* _RECORDS SUPPLIED_:
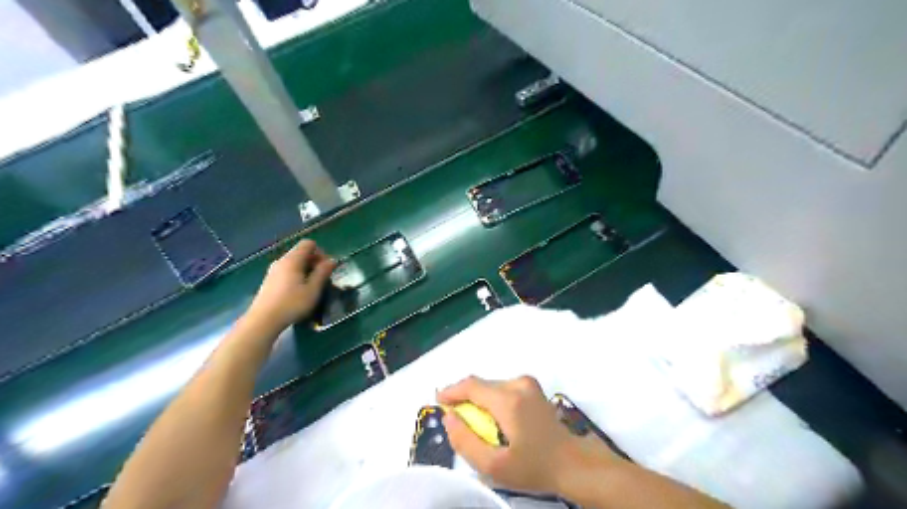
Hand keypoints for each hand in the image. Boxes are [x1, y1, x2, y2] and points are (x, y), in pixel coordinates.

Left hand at [245, 238, 335, 330]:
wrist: (263, 320)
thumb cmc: (292, 304)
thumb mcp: (313, 289)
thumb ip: (323, 272)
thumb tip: (332, 260)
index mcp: (292, 260)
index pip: (308, 244)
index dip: (320, 252)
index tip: (325, 268)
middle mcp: (281, 261)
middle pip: (301, 252)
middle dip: (314, 262)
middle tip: (322, 279)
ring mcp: (273, 271)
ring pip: (294, 263)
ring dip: (306, 270)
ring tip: (311, 287)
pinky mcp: (269, 281)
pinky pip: (287, 271)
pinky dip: (296, 276)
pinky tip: (298, 292)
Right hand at [436, 376, 621, 494]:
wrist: (571, 462)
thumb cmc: (533, 467)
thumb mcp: (493, 466)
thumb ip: (465, 441)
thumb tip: (449, 417)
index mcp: (508, 400)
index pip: (471, 385)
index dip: (451, 391)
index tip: (439, 401)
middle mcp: (518, 383)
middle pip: (481, 385)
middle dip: (465, 399)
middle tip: (459, 421)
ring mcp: (528, 383)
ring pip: (491, 386)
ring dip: (480, 400)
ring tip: (478, 424)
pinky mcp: (533, 387)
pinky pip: (503, 388)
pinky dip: (492, 400)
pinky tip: (496, 420)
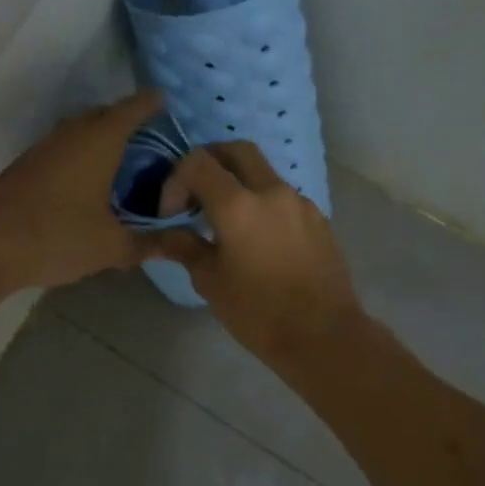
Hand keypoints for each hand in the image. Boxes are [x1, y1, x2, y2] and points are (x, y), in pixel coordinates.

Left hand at [0, 90, 166, 290]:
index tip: (167, 101)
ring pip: (79, 130)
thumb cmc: (57, 236)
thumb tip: (180, 244)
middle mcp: (72, 134)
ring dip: (100, 136)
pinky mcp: (26, 165)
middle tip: (150, 137)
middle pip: (104, 115)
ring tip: (122, 158)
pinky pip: (63, 147)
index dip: (152, 104)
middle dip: (127, 119)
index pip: (133, 109)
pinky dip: (80, 153)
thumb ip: (148, 244)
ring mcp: (44, 147)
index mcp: (99, 141)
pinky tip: (87, 179)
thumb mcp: (110, 246)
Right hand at [150, 143, 365, 370]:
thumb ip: (183, 247)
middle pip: (235, 149)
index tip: (172, 213)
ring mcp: (299, 202)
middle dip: (210, 161)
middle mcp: (271, 191)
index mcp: (237, 204)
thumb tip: (161, 235)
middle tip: (196, 192)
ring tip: (226, 222)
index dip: (176, 180)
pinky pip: (282, 197)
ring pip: (262, 172)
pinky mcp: (318, 218)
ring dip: (238, 183)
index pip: (197, 162)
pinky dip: (262, 203)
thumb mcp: (209, 281)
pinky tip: (258, 239)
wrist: (324, 336)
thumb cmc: (258, 312)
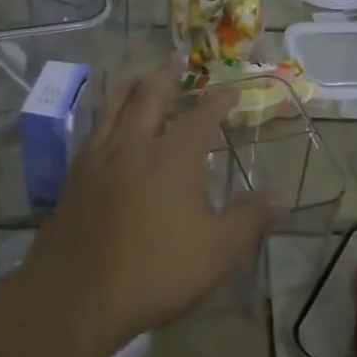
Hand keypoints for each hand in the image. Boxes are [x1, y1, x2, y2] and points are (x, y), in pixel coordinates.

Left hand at [27, 71, 281, 346]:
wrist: (76, 296)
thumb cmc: (155, 271)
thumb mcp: (217, 251)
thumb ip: (250, 219)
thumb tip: (283, 196)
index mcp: (173, 158)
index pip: (201, 118)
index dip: (218, 101)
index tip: (230, 89)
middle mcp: (134, 146)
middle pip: (149, 98)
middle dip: (166, 77)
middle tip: (175, 60)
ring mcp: (98, 160)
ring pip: (112, 108)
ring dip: (127, 87)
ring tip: (135, 76)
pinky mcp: (73, 179)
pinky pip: (91, 133)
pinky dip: (102, 117)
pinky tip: (103, 127)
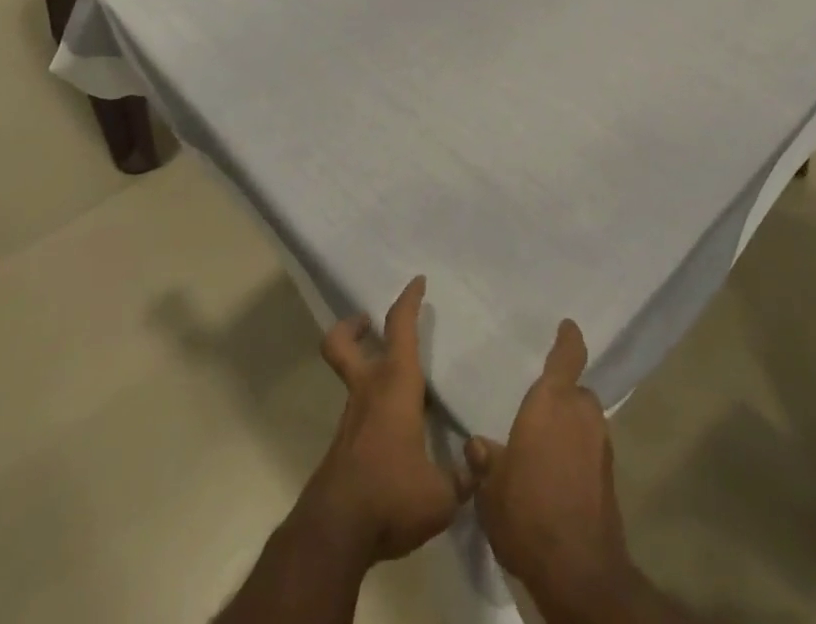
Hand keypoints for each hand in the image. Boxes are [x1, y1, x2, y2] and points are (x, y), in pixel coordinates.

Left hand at [302, 276, 470, 561]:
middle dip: (352, 327)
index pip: (400, 328)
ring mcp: (350, 419)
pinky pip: (357, 412)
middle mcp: (368, 391)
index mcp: (395, 384)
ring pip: (349, 377)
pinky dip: (371, 409)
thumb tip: (480, 460)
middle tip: (368, 322)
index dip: (408, 300)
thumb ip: (465, 477)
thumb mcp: (442, 495)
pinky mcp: (343, 447)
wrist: (336, 534)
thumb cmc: (392, 496)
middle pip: (341, 343)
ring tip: (397, 385)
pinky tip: (395, 434)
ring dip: (363, 368)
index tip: (417, 282)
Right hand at [465, 320, 634, 606]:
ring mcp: (601, 446)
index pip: (567, 357)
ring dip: (571, 428)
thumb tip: (476, 444)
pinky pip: (591, 451)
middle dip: (563, 398)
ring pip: (586, 422)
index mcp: (552, 402)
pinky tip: (558, 477)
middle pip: (577, 393)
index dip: (568, 339)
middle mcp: (581, 414)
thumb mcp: (491, 488)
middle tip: (540, 412)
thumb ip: (485, 461)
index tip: (567, 326)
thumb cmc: (527, 512)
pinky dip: (578, 455)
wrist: (578, 570)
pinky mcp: (610, 478)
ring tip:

* _PROBLEM REQUIREMENTS_:
Using the listing above, find how many lines include "wrist"; reply with the number and no other words.

* _SOLUTION TO THIS TASK_:
6